Il y avait une supplication désespérée dans sa voix. Tous trois en sentirent le poids.
Un long silence s’ensuivit. Puis, Oliver soupira et se leva.
— Fin de la grande leçon. À mon tour maintenant.
— …Hein ?
— Hm ?
— Oh ?
Alors que ses amis le regardaient, Oliver pointa sa baguette blanche vers le tableau noir et se mit à y griffonner frénétiquement une série de mots. La mâchoire de Katie se décrocha. Le niveau de détail frôlait l’obsession, et chaque mot recensait une erreur qu’il avait commise.
— Chacune d’entre elles sans exception est une erreur que j’ai faite durant ce match ! Une accumulation de petites négligences qui ont conduit à des échecs catastrophiques ! Vous avez tous vu le combat, je suis sûr que certaines choses vous ont sauté aux yeux ! Allez, renversez les rôles. Prenez-moi pour un sac d’entraînement et défoulez-vous ! Je vous y autorise !
Il ne supportait pas de sermonner ses amis après de tels efforts. Et Chela fut la première à comprendre son intention. Elle sourit et ouvrit le bal :
— Du début à la fin, tu t’es reposé sur l’adaptabilité de Nanao et de Mr. Leik. Ta confiance en eux est louable, mais peux-tu vraiment appeler cela du leadership ?
— Urgh… !
La remarque était aussi brutale qu’il l’avait demandé, et elle le fit chanceler. En la voyant, Katie leva aussitôt la main.
— A-alors moi aussi j’en ai une… Euh… Les leurres de Mistral, ils n’étaient pas si difficiles que ça à différencier des vrais, tu sais ? J’ai passé tout le combat à me demander pourquoi tu galérais autant.
— ???! Attends, Katie, de quoi tu parles ?! Tu pouvais les distinguer depuis le début ?!
— O-oui. Je veux dire, les leurres d’ombres sont creux, mais pour les leurres physiques, la façon dont leurs muscles bougent est juste bizarre. Le corps d’un bipède, c’est super complexe en vrai.
Katie énonçait des évidences, sans avoir conscience du caractère prodigieux de ses observations. Oliver fut bouche bée. Guy, hilare, ajouta une pique :
— Pour quelqu’un qui parle de combat réel, t’as quand même choisi l’option la plus stylée à la fin. T’étais vraiment obligé d’affronter Miss Ames en duel ? On n’a pas vu le combat, mais je parierais que ce serait allé beaucoup plus vite si t’étais revenu auprès de Nanao.
— Gah… M-mais ils nous guettaient ! Revenir à la surface était risqué ! C’était un choix rationnel… !
— Si tu veux mon avis, intervint Pete, — après avoir mis hors-jeu deux membres de l’équipe Mistral, ignorer l’équipe Ames pour foncer sur l’équipe Liebert, c’était franchement douteux. Tu as clairement sous-estimé ce que représentait l’assaut d’un golem-forteresse. Ou plutôt… tu paniquais à cause des tirs de Miss Asmus. Mais tu savais très bien qu’elle seule pouvait viser d’aussi loin. Tu pouvais laisser Leik en couverture et il n’y avait plus de réel danger.
— Aughhhh !
Les paroles de Pete étaient un coup de poignard en plein cœur, et Oliver s’effondra en se tenant la poitrine.
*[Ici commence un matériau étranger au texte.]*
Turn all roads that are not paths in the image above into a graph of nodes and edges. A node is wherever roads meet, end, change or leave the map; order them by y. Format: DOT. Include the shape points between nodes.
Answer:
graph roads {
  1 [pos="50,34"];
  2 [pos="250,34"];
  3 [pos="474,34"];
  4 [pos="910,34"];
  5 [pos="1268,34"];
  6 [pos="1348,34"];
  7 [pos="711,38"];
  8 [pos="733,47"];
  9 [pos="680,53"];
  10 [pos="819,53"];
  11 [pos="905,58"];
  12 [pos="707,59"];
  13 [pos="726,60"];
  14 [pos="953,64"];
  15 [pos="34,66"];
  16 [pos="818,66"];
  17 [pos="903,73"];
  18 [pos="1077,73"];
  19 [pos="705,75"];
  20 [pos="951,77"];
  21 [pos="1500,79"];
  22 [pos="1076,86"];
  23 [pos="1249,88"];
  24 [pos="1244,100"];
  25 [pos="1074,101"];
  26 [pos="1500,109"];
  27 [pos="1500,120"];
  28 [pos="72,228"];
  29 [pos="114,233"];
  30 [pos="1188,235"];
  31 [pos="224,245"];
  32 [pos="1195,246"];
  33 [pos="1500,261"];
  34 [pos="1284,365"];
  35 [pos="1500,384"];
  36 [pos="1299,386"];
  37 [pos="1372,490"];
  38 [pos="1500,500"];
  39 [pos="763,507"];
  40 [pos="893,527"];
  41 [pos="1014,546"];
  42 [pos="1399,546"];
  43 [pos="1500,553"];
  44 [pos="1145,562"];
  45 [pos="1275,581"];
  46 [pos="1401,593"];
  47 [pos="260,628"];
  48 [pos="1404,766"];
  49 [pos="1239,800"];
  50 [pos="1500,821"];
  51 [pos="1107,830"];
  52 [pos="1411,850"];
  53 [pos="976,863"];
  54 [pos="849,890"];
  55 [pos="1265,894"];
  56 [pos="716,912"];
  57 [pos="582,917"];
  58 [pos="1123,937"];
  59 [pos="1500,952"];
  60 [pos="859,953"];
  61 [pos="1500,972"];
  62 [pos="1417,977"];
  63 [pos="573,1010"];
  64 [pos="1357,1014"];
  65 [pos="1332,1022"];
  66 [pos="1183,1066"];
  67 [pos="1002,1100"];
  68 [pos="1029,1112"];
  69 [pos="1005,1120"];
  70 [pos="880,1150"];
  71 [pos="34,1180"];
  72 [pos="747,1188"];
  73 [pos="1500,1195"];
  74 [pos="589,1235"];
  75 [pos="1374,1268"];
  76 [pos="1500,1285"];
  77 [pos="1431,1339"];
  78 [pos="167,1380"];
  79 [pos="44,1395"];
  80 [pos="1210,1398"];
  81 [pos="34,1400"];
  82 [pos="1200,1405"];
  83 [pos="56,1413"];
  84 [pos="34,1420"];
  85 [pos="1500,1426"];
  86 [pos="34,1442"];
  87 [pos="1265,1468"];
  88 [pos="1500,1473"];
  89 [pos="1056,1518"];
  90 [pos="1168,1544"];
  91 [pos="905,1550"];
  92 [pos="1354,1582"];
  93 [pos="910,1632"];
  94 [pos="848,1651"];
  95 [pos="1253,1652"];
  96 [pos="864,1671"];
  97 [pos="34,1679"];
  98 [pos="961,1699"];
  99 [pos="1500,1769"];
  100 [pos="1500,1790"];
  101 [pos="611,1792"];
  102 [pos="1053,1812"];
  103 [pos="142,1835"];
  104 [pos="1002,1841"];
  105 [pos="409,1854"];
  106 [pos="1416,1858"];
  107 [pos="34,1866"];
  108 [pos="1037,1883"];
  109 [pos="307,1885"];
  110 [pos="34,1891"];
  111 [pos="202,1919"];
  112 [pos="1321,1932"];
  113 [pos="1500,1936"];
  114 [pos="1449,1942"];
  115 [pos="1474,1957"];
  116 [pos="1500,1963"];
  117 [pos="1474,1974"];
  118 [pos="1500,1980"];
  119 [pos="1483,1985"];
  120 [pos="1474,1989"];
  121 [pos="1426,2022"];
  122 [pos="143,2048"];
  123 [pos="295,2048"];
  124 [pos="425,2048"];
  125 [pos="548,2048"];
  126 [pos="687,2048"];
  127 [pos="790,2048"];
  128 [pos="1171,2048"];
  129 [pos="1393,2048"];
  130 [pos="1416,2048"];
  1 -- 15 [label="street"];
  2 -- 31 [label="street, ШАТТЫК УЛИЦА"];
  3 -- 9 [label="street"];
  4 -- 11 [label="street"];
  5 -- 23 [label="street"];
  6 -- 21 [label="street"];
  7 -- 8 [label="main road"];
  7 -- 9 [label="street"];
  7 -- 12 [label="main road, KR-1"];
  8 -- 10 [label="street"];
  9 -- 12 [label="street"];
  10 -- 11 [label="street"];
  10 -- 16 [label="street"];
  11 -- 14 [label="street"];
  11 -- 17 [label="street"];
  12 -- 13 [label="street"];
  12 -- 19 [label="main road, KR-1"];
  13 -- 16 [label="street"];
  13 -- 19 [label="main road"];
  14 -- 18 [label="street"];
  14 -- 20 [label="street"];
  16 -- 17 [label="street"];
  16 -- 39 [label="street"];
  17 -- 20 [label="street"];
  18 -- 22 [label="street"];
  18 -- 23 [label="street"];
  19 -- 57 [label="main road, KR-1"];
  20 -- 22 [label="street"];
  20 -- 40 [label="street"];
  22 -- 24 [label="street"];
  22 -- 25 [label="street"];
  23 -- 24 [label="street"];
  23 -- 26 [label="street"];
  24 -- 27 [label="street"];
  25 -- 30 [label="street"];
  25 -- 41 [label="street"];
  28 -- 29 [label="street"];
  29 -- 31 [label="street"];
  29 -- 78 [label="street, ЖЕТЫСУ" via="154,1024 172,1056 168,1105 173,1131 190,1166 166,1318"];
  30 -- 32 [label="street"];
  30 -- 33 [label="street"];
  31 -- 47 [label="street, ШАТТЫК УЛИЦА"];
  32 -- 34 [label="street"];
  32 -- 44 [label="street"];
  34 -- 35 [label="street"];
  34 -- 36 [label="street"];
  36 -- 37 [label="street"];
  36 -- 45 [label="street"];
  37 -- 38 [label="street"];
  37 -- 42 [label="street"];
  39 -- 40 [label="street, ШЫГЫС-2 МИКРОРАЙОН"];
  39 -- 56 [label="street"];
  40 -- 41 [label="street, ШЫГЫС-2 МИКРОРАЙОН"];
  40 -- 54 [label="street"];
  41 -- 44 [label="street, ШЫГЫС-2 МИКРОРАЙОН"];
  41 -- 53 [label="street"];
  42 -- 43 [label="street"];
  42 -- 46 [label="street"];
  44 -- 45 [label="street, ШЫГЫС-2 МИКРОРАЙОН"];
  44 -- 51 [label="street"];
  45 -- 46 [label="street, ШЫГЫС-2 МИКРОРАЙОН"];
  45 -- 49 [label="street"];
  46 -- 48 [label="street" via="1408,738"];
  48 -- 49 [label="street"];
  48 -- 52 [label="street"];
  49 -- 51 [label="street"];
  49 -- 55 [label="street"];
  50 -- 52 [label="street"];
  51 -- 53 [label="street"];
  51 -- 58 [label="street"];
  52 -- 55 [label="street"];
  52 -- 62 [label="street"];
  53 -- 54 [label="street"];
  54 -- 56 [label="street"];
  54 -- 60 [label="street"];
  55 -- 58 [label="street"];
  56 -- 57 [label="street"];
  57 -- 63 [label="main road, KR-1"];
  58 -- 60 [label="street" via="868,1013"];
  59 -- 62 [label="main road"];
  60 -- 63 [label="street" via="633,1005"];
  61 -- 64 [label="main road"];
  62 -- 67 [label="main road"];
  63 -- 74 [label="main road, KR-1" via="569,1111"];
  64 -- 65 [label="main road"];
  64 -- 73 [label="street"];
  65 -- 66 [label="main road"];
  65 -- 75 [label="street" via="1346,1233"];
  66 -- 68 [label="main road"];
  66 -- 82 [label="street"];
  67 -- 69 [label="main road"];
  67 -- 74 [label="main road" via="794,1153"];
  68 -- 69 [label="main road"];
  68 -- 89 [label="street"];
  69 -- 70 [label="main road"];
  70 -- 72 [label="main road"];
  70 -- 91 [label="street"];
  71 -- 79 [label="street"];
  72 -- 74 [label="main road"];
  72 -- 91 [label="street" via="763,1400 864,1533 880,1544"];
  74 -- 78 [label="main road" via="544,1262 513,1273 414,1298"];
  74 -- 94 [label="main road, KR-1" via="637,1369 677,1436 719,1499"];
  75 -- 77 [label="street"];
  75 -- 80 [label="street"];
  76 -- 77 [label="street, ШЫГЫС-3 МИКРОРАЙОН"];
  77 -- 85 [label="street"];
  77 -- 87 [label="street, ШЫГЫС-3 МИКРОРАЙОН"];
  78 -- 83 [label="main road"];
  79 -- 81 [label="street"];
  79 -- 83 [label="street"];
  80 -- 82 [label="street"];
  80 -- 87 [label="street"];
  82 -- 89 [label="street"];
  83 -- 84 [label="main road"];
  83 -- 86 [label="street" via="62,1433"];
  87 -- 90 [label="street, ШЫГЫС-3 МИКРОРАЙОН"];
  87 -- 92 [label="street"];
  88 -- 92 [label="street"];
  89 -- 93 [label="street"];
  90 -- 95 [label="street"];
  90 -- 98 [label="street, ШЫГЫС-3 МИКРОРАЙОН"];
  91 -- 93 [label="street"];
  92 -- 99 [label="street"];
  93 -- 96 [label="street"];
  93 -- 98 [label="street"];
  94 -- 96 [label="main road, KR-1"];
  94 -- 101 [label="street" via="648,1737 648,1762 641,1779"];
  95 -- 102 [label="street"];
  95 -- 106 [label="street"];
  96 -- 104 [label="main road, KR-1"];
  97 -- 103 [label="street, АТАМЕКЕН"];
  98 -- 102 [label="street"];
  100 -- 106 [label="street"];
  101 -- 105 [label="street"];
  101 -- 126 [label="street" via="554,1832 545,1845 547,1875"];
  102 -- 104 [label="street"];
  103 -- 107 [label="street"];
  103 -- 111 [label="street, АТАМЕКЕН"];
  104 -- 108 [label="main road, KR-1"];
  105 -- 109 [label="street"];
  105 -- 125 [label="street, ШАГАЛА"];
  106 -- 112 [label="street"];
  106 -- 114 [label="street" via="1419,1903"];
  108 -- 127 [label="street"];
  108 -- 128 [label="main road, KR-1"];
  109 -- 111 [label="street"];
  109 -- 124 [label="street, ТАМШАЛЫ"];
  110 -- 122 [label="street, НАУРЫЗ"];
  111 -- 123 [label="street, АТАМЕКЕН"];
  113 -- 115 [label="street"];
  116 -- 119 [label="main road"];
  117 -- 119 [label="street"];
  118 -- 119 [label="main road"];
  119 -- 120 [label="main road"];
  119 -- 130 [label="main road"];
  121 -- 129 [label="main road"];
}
Chacune de ces remarques déclencha des débats enflammés et une analyse détaillée des deux matchs.
Les critiques fusaient comme des sortilèges, mais toutes, sans exception, étaient nées d’une profonde bienveillance.
[1] Furô katto フローカット (Flow Cut). C’est donc en anglais dans le texte original. En français, l’on pourrait traduire littéralement par « Coupe fluide ».
[2] En anglais « Tallgators ». Contraction de « grand » et « aligators ».